Empirical examples of economic theory are always useful to challenge that theory or confirm it in practical terms. And although economists like discussing abstract ideas, it is obviously easier for non-economists to grasp theory through examples.
Even for economists, who like to present their subject is more science than art, empirical analysis is vital--it stops us kidding ourselves that our pet theories are correct, when available evidence contradicts our hopes. Hernando De Soto (relevant for the work under discussion today of Craig Richardson), has done a great job of pointing out the importance of land title in aspiring nations--and why without it growth is stifled. Perhaps more than anyone else, however, Noble Laureate Ronald Coase, demonstrated the vital importance of actually testing our most cherished assumptions. With his work on lighthouses, social costs and firms, he showed the power of empiricism.

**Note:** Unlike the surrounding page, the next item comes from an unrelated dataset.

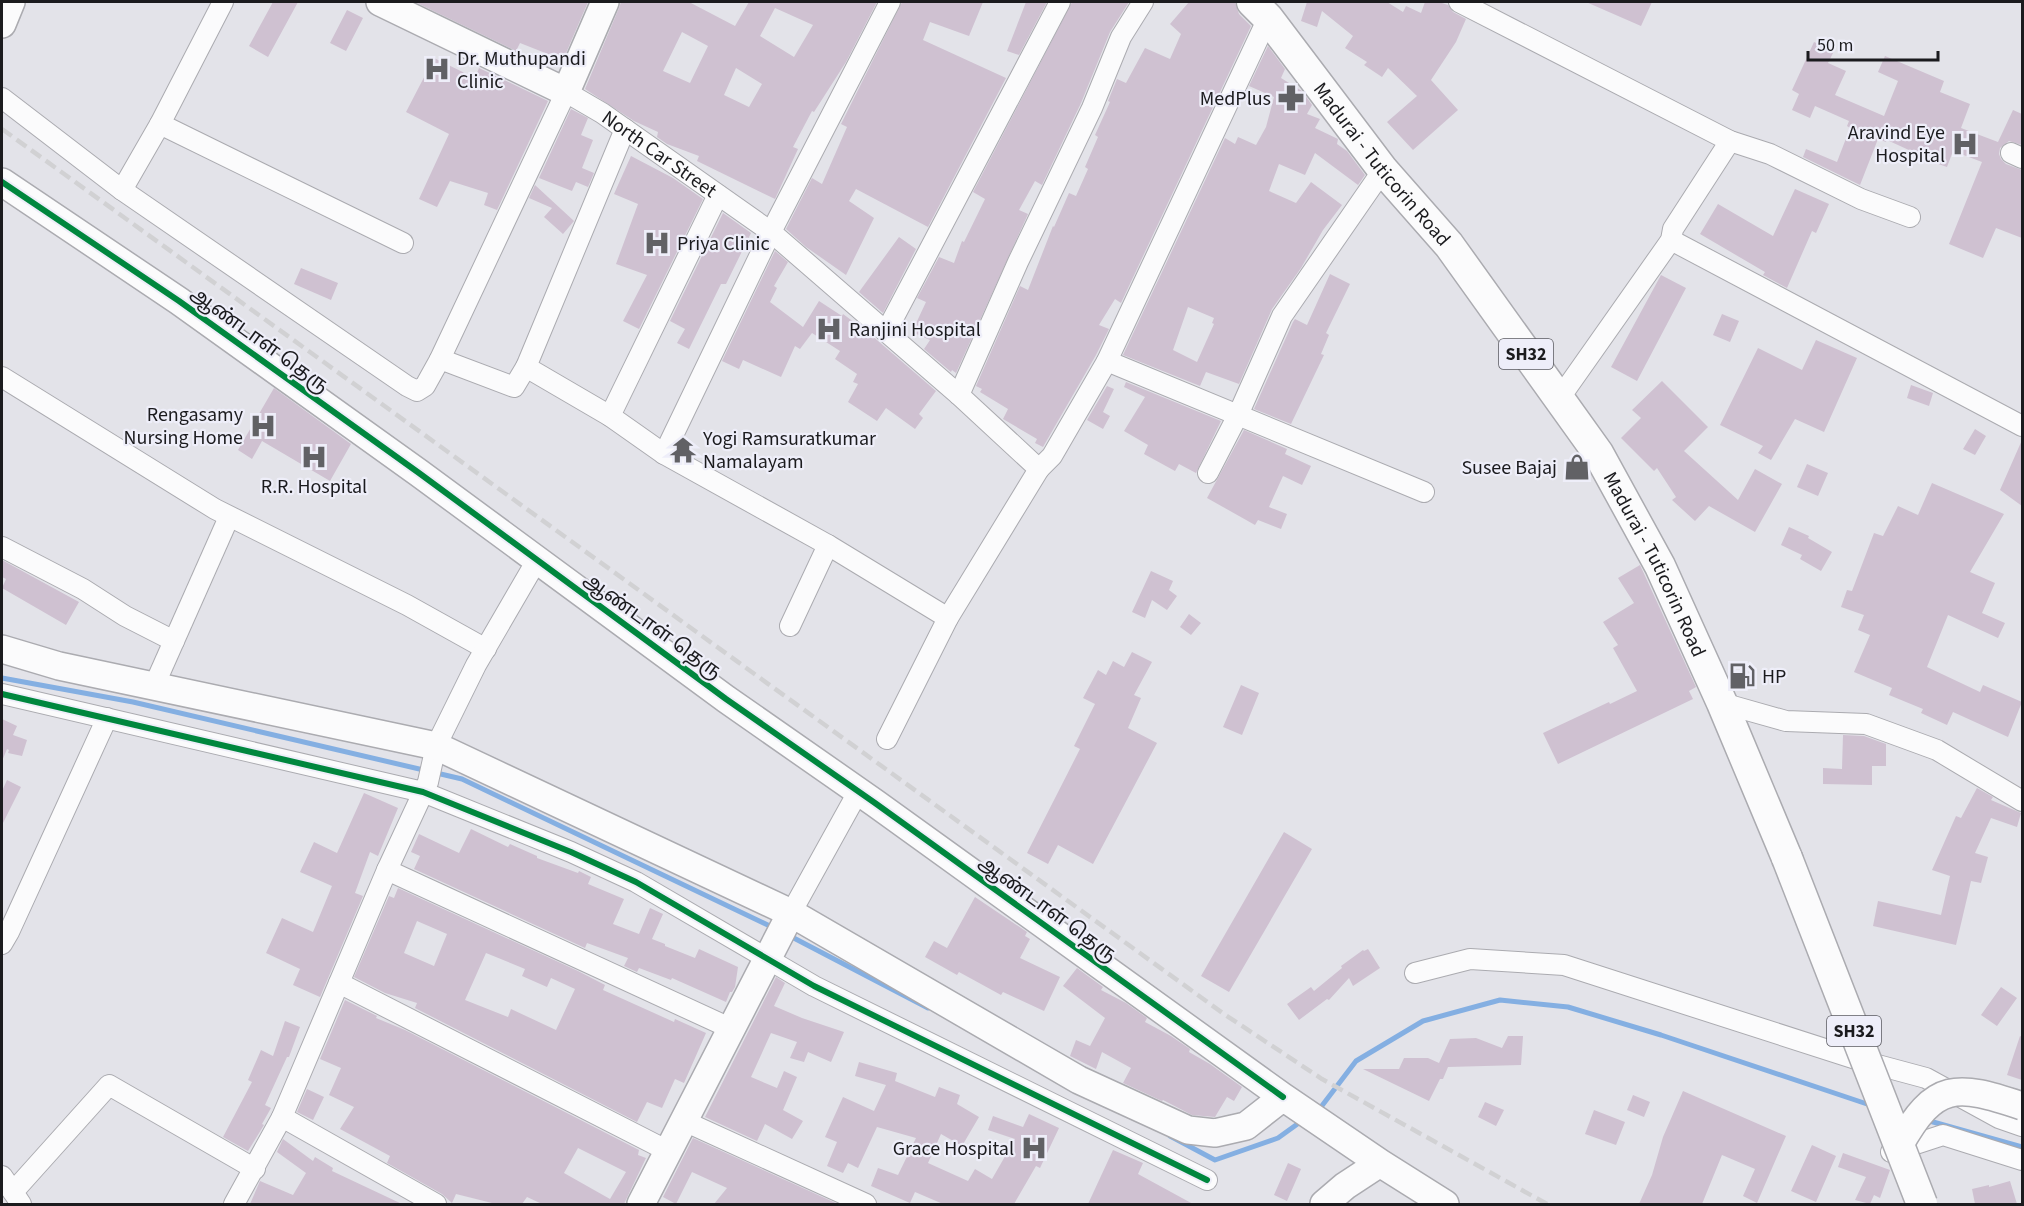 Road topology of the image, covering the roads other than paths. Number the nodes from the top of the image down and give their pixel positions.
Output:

But even Coase didn’t actually witness an empirical ‘experiment’ as large as the collapse of a country.
So from my perspective, having just been in Southern Africa, and quite recently in Zimbabwe, Craig Richardson’s analysis of the cause of the collapse of Zimbabwe is spot on. When I was last there a bank collapsed the day I arrived in Bulawayo, which enabled me to garner an even better black market exchange rate than would have been possible. The currency has dropped 2,000 fold in the past decade against the US dollar. Currency is printed on one side only, with not-so-far enforced sell by dates, which increases the level of uncertainty even further (which seems almost impossible)--so much so that services are bartered (dentistry for haircuts).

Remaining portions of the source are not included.